New dating site ignores compatibility, matches on schedule and availability.

ByABC News
February 11, 2008, 4:32 PM

Feb. 12, 2008— -- If someone had told me five years ago that I'd be spending another Valentine's Day at home with my dogs, I would have said that person was nuts.

Understanding that the man of my dreams isn't going to knock on my door and beg to buy me a 5-carat diamond, I have been trying to scrounge up a boyfriend in a very 21st century kind of way: I shop around on the Internet.

My latest attempt was with New York-based CrazyBlindDate.com. Rather than go through the exhaustive process of creating a profile and then nitpicking through the profiles of others, Crazy Blind Date matches clients, based on their schedules and some basic criteria, such as education and height.

It's free, and it's supposed to be quick. The idea is that clients can request a Saturday night date on Friday, or even that morning, and be sipping mojitos in four major U.S. cities by nightfall.

So far, Crazy Blind Date matches singles in Austin, San Francisco, Boston and New York. This week, its co-founder announced launches in Chicago, Washington, D.C., and Los Angeles.

I signed up for the first time on a Friday morning, looking for a date the next night. I picked a solo date double dates are a possibility and created a user name and a password. Then I got to pick my date's preferred height (above 5'7'' please), his education (high school diploma was the least educated choice), his age (my age plus six years older), and smoking preference (no, thanks!). There were a couple of other options, including race and ethnicity, which I left blank.

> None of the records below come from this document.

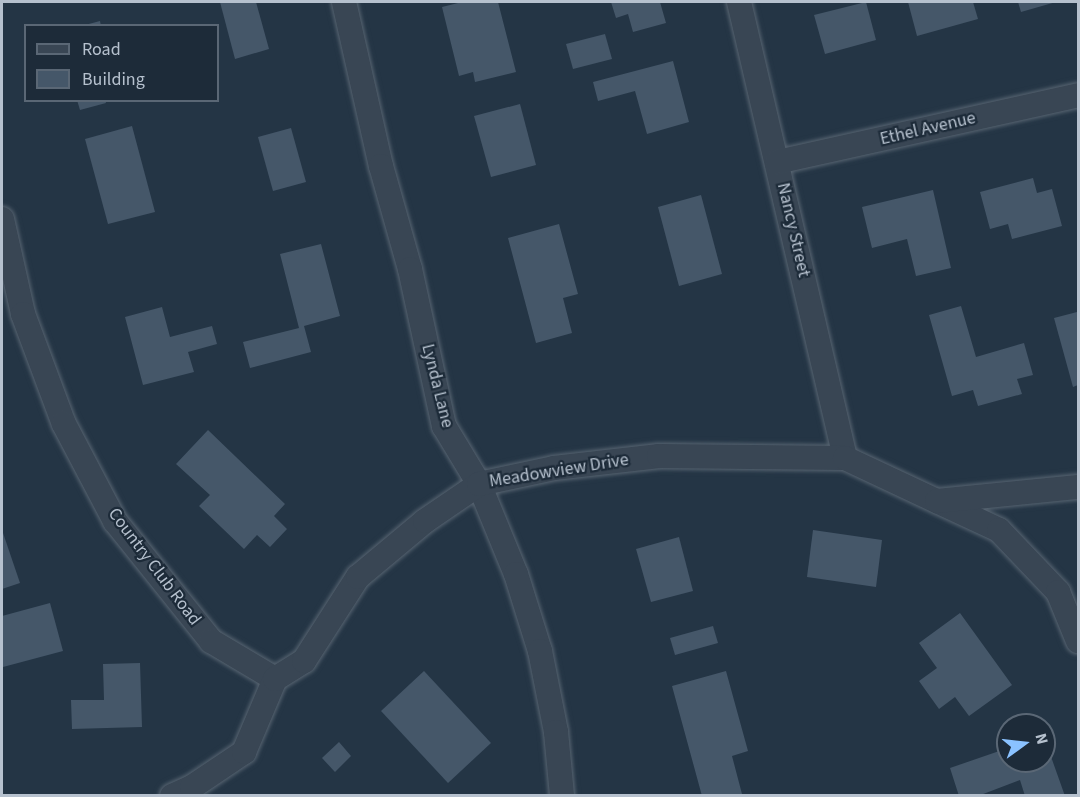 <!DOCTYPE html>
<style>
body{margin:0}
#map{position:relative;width:1080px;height:797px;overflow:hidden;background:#243545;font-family:"Source Sans 3",sans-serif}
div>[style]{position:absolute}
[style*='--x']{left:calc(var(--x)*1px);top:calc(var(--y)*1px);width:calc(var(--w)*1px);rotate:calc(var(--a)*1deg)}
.building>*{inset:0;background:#455769}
.roads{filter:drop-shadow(0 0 2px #576471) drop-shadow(0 0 2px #576471)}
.street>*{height:24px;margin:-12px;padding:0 12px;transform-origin:12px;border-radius:12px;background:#394654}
span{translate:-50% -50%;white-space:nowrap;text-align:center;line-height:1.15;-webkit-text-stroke:4.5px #1d2b39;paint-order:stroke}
.street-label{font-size:18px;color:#b6c1ce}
.frame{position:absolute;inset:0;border:3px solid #b6c1ce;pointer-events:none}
.legend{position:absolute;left:24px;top:24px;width:195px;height:78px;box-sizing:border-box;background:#1d2b39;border:2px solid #5a6775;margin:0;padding:8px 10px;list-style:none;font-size:18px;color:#b6c1ce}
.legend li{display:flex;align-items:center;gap:12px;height:30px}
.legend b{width:30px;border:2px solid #5a6775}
.north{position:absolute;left:996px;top:713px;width:60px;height:60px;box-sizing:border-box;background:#1d2b39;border:2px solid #5a6775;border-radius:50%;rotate:75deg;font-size:16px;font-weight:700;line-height:24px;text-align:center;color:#b6c1ce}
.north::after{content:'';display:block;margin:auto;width:21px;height:27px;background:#8ac2ff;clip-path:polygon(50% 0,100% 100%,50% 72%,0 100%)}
</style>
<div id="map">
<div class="building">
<i style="clip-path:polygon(220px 2px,256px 2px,269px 49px,235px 59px)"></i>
<i style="clip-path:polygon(462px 2px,498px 2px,516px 72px,475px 82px,473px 72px,459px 76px,442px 7px)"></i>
<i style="clip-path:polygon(611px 2px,660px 2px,666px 23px,633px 32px,628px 14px,616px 18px)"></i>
<i style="clip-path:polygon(866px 2px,876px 40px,825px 54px,814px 15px)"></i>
<i style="clip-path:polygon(908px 2px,973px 2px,978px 19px,917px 36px)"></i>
<i style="clip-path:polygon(1018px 2px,1056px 2px,1021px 12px)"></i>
<i style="clip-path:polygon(100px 21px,101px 26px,86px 26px,85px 25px)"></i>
<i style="clip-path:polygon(605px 34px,612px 59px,573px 69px,566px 44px)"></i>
<i style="clip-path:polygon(673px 61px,689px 122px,647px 134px,635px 91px,598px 101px,593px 82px)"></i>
<i style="clip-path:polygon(77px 100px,105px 100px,106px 103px,80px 110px)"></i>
<i style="clip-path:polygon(520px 104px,536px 165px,491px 177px,474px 116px)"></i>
<i style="clip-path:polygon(132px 126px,155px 212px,108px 224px,85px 139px)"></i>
<i style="clip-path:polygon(291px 128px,306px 182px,273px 191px,258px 137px)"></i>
<i style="clip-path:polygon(1033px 178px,1037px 193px,1052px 189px,1062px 226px,1012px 239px,1008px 224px,990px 229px,980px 192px)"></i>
<i style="clip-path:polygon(933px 190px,951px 268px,916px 276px,907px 239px,872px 248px,862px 207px)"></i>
<i style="clip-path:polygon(701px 195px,722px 274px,679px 286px,658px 207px)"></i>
<i style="clip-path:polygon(559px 224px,578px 294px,563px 298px,572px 333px,536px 343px,508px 238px)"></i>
<i style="clip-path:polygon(321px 244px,340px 316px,304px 326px,311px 352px,250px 368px,243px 342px,299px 328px,280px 254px)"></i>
<i style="clip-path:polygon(961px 306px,976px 357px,1024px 343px,1033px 375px,1017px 379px,1022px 394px,978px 406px,973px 390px,952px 396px,929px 315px)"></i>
<i style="clip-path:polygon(162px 307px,170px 337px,212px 326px,217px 344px,188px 352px,194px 372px,143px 385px,125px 317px)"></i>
<i style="clip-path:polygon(1077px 312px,1078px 385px,1073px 387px,1054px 318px)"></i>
<i style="clip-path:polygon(208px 430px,285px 504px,274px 516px,287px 529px,270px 547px,257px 535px,244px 549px,199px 506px,210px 495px,176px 464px)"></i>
<i style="clip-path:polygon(2px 530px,20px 583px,2px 589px)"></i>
<i style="clip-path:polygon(813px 530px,882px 540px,876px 587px,807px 577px)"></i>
<i style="clip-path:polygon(679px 537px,693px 591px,651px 602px,636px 549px)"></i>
<i style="clip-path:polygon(50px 603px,63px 651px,3px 667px,2px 616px)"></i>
<i style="clip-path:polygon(960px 613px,1012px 685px,969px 716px,955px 697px,939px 709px,919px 681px,937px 668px,919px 643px)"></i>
<i style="clip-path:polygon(713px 626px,718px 643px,675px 655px,670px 638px)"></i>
<i style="clip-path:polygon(140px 663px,142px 727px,72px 729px,71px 700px,104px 700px,103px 664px)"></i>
<i style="clip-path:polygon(424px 671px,491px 743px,448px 783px,381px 711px)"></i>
<i style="clip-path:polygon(726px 671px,748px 751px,732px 756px,742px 794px,702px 796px,672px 686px)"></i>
<i style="clip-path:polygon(1044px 737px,1065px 796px,1025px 796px,1020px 780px,978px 796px,959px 796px,950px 768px,1008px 748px,1008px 761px,1044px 761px)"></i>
<i style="clip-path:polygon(339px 742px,351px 756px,335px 772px,322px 758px)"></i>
</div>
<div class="roads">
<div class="street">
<i style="--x:344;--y:2;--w:168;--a:77.3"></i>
<i style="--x:381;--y:166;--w:107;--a:74.3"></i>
<i style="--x:410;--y:269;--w:161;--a:77.8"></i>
<i style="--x:444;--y:426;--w:68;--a:58.9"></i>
<i style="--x:479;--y:484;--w:97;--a:67.7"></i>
<i style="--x:516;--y:574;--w:81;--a:72.7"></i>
<i style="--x:540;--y:651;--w:83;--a:78.8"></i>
<i style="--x:556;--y:732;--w:64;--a:84.6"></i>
<i style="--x:739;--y:2;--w:468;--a:76.9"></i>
<i style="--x:777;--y:162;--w:308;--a:-12.5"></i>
<i style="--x:2;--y:219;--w:97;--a:77.5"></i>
<i style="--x:23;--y:314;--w:117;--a:69.6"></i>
<i style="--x:64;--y:424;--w:110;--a:62.3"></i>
<i style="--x:115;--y:521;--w:154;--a:51.3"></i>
<i style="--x:211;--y:641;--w:74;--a:30.7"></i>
<i style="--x:939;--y:502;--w:66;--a:25"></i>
<i style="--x:999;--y:530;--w:86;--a:46.4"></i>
<i style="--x:1058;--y:592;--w:53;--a:67.8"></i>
<i style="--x:172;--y:796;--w:22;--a:-24"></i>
<i style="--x:192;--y:787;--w:63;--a:-33.9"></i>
<i style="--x:244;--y:752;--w:79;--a:-67"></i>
<i style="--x:275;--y:679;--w:34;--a:-32"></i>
<i style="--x:304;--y:661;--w:100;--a:-57.3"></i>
<i style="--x:358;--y:577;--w:87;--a:-39.9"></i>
<i style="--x:425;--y:521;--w:65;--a:-34.4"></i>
<i style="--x:479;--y:484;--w:77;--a:-12"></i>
<i style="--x:554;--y:468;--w:106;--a:-6.5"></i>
<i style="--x:659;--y:456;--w:186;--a:0.6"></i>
<i style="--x:845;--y:458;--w:102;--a:25.1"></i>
<i style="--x:937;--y:501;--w:142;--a:-5.7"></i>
</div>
</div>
<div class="street-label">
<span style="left:928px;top:129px;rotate:-13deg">Ethel Avenue</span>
<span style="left:793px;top:230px;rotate:77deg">Nancy Street</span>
<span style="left:437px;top:386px;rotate:76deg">Lynda Lane</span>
<span style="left:559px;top:471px;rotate:-9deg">Meadowview Drive</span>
<span style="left:154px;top:567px;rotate:53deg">Country Club Road</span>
</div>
<div class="frame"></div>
<ul class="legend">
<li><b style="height:8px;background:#394654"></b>Road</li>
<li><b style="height:16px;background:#455769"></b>Building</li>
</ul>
<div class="north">N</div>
</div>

Then I picked the neighborhoods I was willing to travel to, and times I was available. The site requests you stick close to your e-mail or your phone, as the Crazy Blind Date cupids will send you a notification when they match you, and it could be as soon as 15 minutes before they want you to be there.

I also was asked to create a spunky tag line to go with my profile "There's got to be more to Saturday nights than Netflix" was my best shot and upload a picture of myself that they scrambled for my match, to give him at least some idea of what I look like, though all you could tell from mine was that I had one head and was wearing orange.